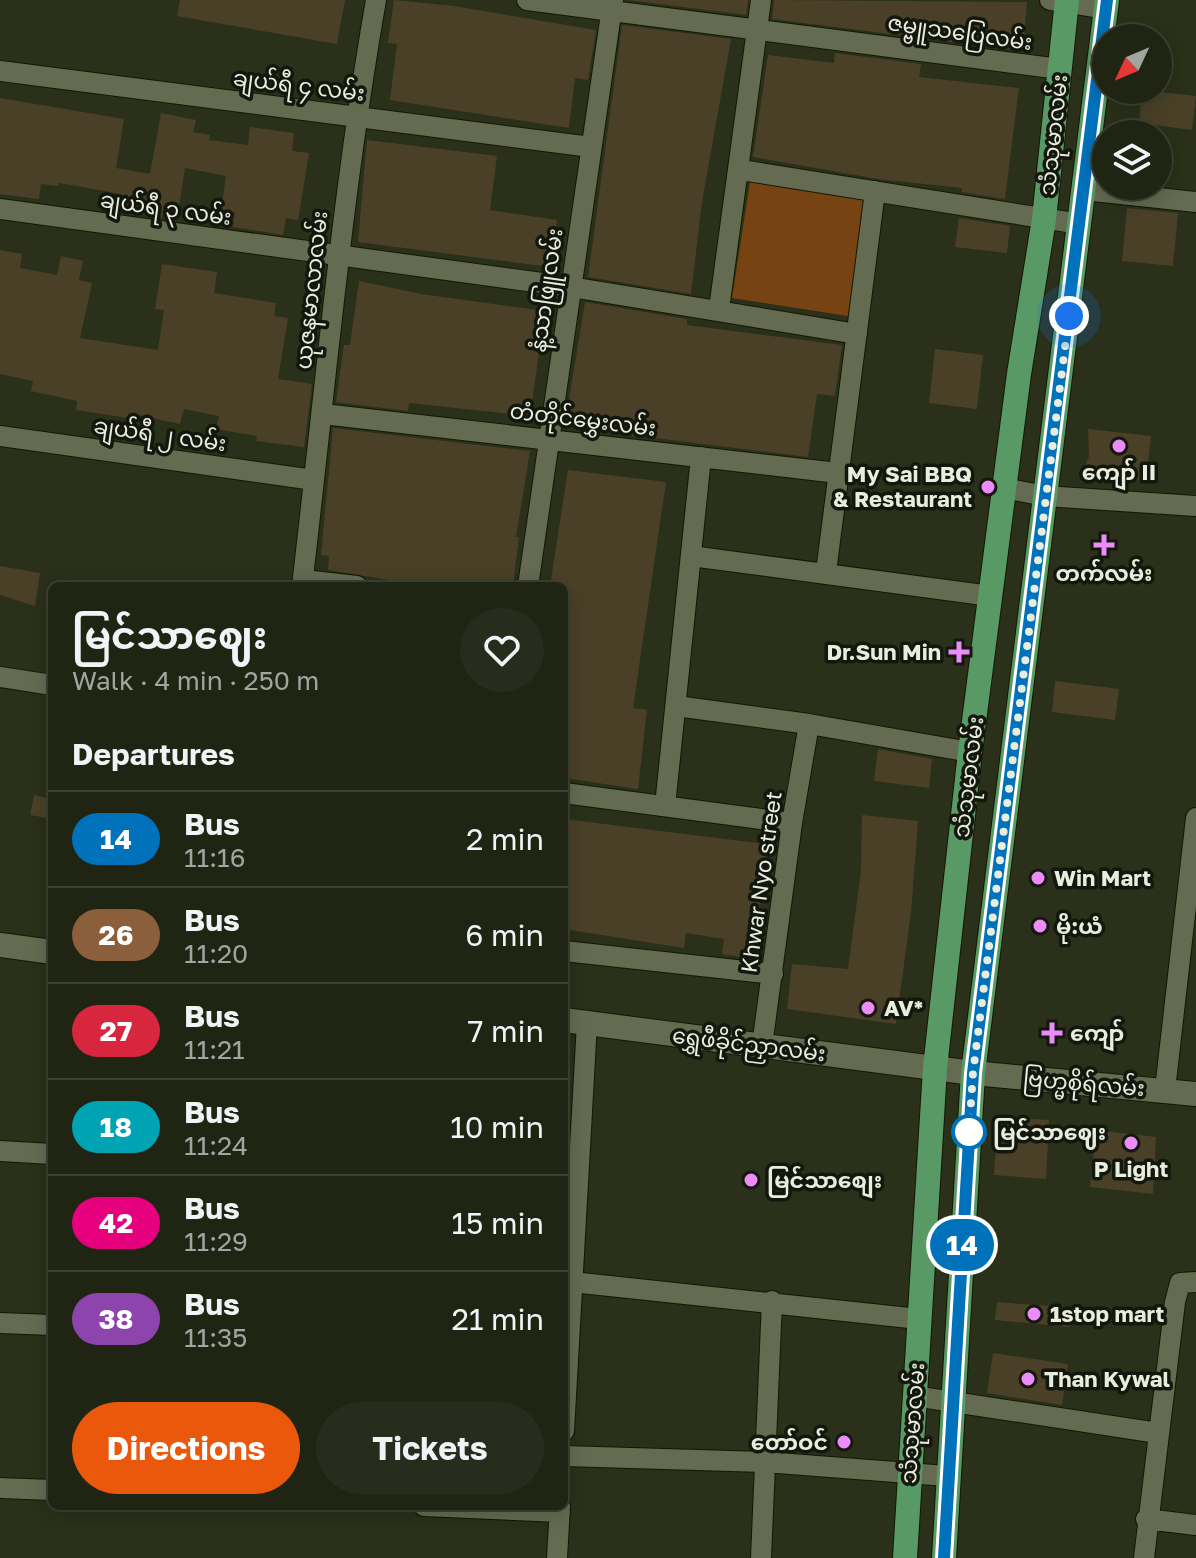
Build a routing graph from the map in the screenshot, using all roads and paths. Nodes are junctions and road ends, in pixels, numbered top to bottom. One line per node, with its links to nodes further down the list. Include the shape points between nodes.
1 (376, 0): 10 (street, ယုဇနမာလာလမ်း)
2 (527, 0): 6 (street, ဇမ္ဗူသပြေလမ်း)
3 (761, 0): 7 (street)
4 (1061, 1): 5 (street); 8 (main road, သံသုမာလမ်း)
5 (1106, 4): 13 (main road, သံသုမာလမ်း)
6 (612, 5): 7 (street, ဇမ္ဗူသပြေလမ်း); 11 (street, နံ့သာဖြူလမ်း)
7 (758, 29): 8 (street, ဇမ္ဗူသပြေလမ်း); 12 (street)
8 (1060, 69): 17 (main road, သံသုမာလမ်း)
9 (0, 71): 10 (street, ချယ်ရီ ၄ လမ်း)
10 (356, 116): 11 (street, ချယ်ရီ ၄ လမ်း); 19 (street, ယုဇနမာလာလမ်း)
11 (591, 147): 20 (street, နံ့သာဖြူလမ်း)
12 (741, 170): 14 (street); 21 (street)
13 (1084, 190): 15 (street); 18 (main road, သံသုမာလမ်း)
14 (875, 191): 17 (street); 22 (street)
15 (1196, 202)
16 (0, 209): 19 (street, ချယ်ရီ ၃ လမ်း)
17 (1044, 219): 18 (street); 29 (main road, သံသုမာလမ်း)
18 (1080, 224): 30 (main road, သံသုမာလမ်း)
19 (332, 255): 20 (street); 23 (street, ယုဇနမာလာလမ်း)
20 (571, 287): 21 (street); 25 (street, နံ့သာဖြူလမ်း)
21 (719, 309): 22 (street)
22 (857, 334): 27 (street)
23 (323, 414): 25 (street, တံတိုင်မွှေးလမ်း); 28 (street, ယုဇနမာလာလမ်း)
24 (0, 436): 28 (street, ချယ်ရီ ၂ လမ်း)
25 (549, 438): 26 (street, တံတိုင်မွှေးလမ်း); 35 (street, နံ့သာဖြူလမ်း)
26 (701, 457): 27 (street, တံတိုင်မွှေးလမ်း); 32 (street)
27 (838, 473): 33 (street)
28 (314, 480): 34 (street, ယုဇနမာလာလမ်း)
29 (1004, 488): 30 (street); 36 (main road, သံသုမာလမ်း)
30 (1045, 496): 31 (street); 54 (main road, သံသုမာလမ်း)
31 (1196, 506)
32 (691, 556): 33 (street); 39 (street)
33 (826, 572): 36 (street)
34 (303, 582)
35 (529, 582)
36 (991, 596): 41 (main road, သံသုမာလမ်း)
37 (0, 677): 38 (street)
38 (48, 684)
39 (676, 706): 40 (street); 43 (street)
40 (809, 724): 41 (street); 45 (street, Khwar Nyo street)
41 (970, 752): 53 (main road, သံသုမာလမ်း)
42 (568, 794): 43 (street)
43 (665, 806): 45 (street)
44 (1196, 818): 46 (street)
45 (792, 823): 50 (street, Khwar Nyo street)
46 (1191, 890): 55 (street)
47 (0, 945): 48 (street)
48 (48, 951)
49 (568, 951): 50 (street)
50 (773, 974): 52 (street, Khwar Nyo street)
51 (575, 1022): 52 (street, ရွှေဖီခိုင်ညှာလမ်း); 59 (street)
52 (762, 1046): 53 (street, ရွှေဖီခိုင်ညှာလမ်း)
53 (935, 1068): 54 (street, ရွှေဖီခိုင်ညှာလမ်း); 63 (main road, သံသုမာလမ်း)
54 (973, 1073): 55 (street, ဗြဟ္မစိုရ်လမ်း); 68 (main road, သံသုမာလမ်း)
55 (1165, 1090): 56 (street, ဗြဟ္မစိုရ်လမ်း)
56 (1196, 1094)
57 (0, 1151): 58 (street)
58 (48, 1154)
59 (571, 1187): 60 (street)
60 (572, 1282): 62 (street); 64 (street)
61 (1196, 1282): 69 (street, via 1180,1283 1175,1302)
62 (772, 1301): 63 (street); 71 (street)
63 (919, 1319): 67 (main road, သံသုမာလမ်း)
64 (568, 1322)
65 (0, 1323): 66 (street)
66 (48, 1325)
67 (914, 1396): 68 (street); 72 (main road, သံသုမာလမ်း)
68 (952, 1402): 69 (street); 73 (main road, သံသုမာလမ်း)
69 (1158, 1433): 77 (street)
70 (568, 1456): 71 (street)
71 (765, 1462): 72 (street); 80 (street)
72 (909, 1474): 73 (street); 81 (main road, သံသုမာလမ်း)
73 (947, 1476): 82 (main road, သံသုမာလမ်း)
74 (0, 1488): 75 (street)
75 (48, 1490)
76 (560, 1510): 79 (street)
77 (1146, 1519): 78 (street); 83 (street)
78 (1196, 1525)
79 (557, 1558)
80 (761, 1558)
81 (905, 1558)
82 (944, 1558)
83 (1144, 1558)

_ _ _ _

= Your assignment =
Restate each entry word for word; pictures stay out of the copy.

= Response below =
Build a routing graph from the map in the screenshot, using all roads and paths. Nodes are junctions and road ends, in pixels, numbered top to bottom. One line per node, with its links to nodes further down the list. Include the shape points between nodes.
1 (376, 0): 10 (street, ယုဇနမာလာလမ်း)
2 (527, 0): 6 (street, ဇမ္ဗူသပြေလမ်း)
3 (761, 0): 7 (street)
4 (1061, 1): 5 (street); 8 (main road, သံသုမာလမ်း)
5 (1106, 4): 13 (main road, သံသုမာလမ်း)
6 (612, 5): 7 (street, ဇမ္ဗူသပြေလမ်း); 11 (street, နံ့သာဖြူလမ်း)
7 (758, 29): 8 (street, ဇမ္ဗူသပြေလမ်း); 12 (street)
8 (1060, 69): 17 (main road, သံသုမာလမ်း)
9 (0, 71): 10 (street, ချယ်ရီ ၄ လမ်း)
10 (356, 116): 11 (street, ချယ်ရီ ၄ လမ်း); 19 (street, ယုဇနမာလာလမ်း)
11 (591, 147): 20 (street, နံ့သာဖြူလမ်း)
12 (741, 170): 14 (street); 21 (street)
13 (1084, 190): 15 (street); 18 (main road, သံသုမာလမ်း)
14 (875, 191): 17 (street); 22 (street)
15 (1196, 202)
16 (0, 209): 19 (street, ချယ်ရီ ၃ လမ်း)
17 (1044, 219): 18 (street); 29 (main road, သံသုမာလမ်း)
18 (1080, 224): 30 (main road, သံသုမာလမ်း)
19 (332, 255): 20 (street); 23 (street, ယုဇနမာလာလမ်း)
20 (571, 287): 21 (street); 25 (street, နံ့သာဖြူလမ်း)
21 (719, 309): 22 (street)
22 (857, 334): 27 (street)
23 (323, 414): 25 (street, တံတိုင်မွှေးလမ်း); 28 (street, ယုဇနမာလာလမ်း)
24 (0, 436): 28 (street, ချယ်ရီ ၂ လမ်း)
25 (549, 438): 26 (street, တံတိုင်မွှေးလမ်း); 35 (street, နံ့သာဖြူလမ်း)
26 (701, 457): 27 (street, တံတိုင်မွှေးလမ်း); 32 (street)
27 (838, 473): 33 (street)
28 (314, 480): 34 (street, ယုဇနမာလာလမ်း)
29 (1004, 488): 30 (street); 36 (main road, သံသုမာလမ်း)
30 (1045, 496): 31 (street); 54 (main road, သံသုမာလမ်း)
31 (1196, 506)
32 (691, 556): 33 (street); 39 (street)
33 (826, 572): 36 (street)
34 (303, 582)
35 (529, 582)
36 (991, 596): 41 (main road, သံသုမာလမ်း)
37 (0, 677): 38 (street)
38 (48, 684)
39 (676, 706): 40 (street); 43 (street)
40 (809, 724): 41 (street); 45 (street, Khwar Nyo street)
41 (970, 752): 53 (main road, သံသုမာလမ်း)
42 (568, 794): 43 (street)
43 (665, 806): 45 (street)
44 (1196, 818): 46 (street)
45 (792, 823): 50 (street, Khwar Nyo street)
46 (1191, 890): 55 (street)
47 (0, 945): 48 (street)
48 (48, 951)
49 (568, 951): 50 (street)
50 (773, 974): 52 (street, Khwar Nyo street)
51 (575, 1022): 52 (street, ရွှေဖီခိုင်ညှာလမ်း); 59 (street)
52 (762, 1046): 53 (street, ရွှေဖီခိုင်ညှာလမ်း)
53 (935, 1068): 54 (street, ရွှေဖီခိုင်ညှာလမ်း); 63 (main road, သံသုမာလမ်း)
54 (973, 1073): 55 (street, ဗြဟ္မစိုရ်လမ်း); 68 (main road, သံသုမာလမ်း)
55 (1165, 1090): 56 (street, ဗြဟ္မစိုရ်လမ်း)
56 (1196, 1094)
57 (0, 1151): 58 (street)
58 (48, 1154)
59 (571, 1187): 60 (street)
60 (572, 1282): 62 (street); 64 (street)
61 (1196, 1282): 69 (street, via 1180,1283 1175,1302)
62 (772, 1301): 63 (street); 71 (street)
63 (919, 1319): 67 (main road, သံသုမာလမ်း)
64 (568, 1322)
65 (0, 1323): 66 (street)
66 (48, 1325)
67 (914, 1396): 68 (street); 72 (main road, သံသုမာလမ်း)
68 (952, 1402): 69 (street); 73 (main road, သံသုမာလမ်း)
69 (1158, 1433): 77 (street)
70 (568, 1456): 71 (street)
71 (765, 1462): 72 (street); 80 (street)
72 (909, 1474): 73 (street); 81 (main road, သံသုမာလမ်း)
73 (947, 1476): 82 (main road, သံသုမာလမ်း)
74 (0, 1488): 75 (street)
75 (48, 1490)
76 (560, 1510): 79 (street)
77 (1146, 1519): 78 (street); 83 (street)
78 (1196, 1525)
79 (557, 1558)
80 (761, 1558)
81 (905, 1558)
82 (944, 1558)
83 (1144, 1558)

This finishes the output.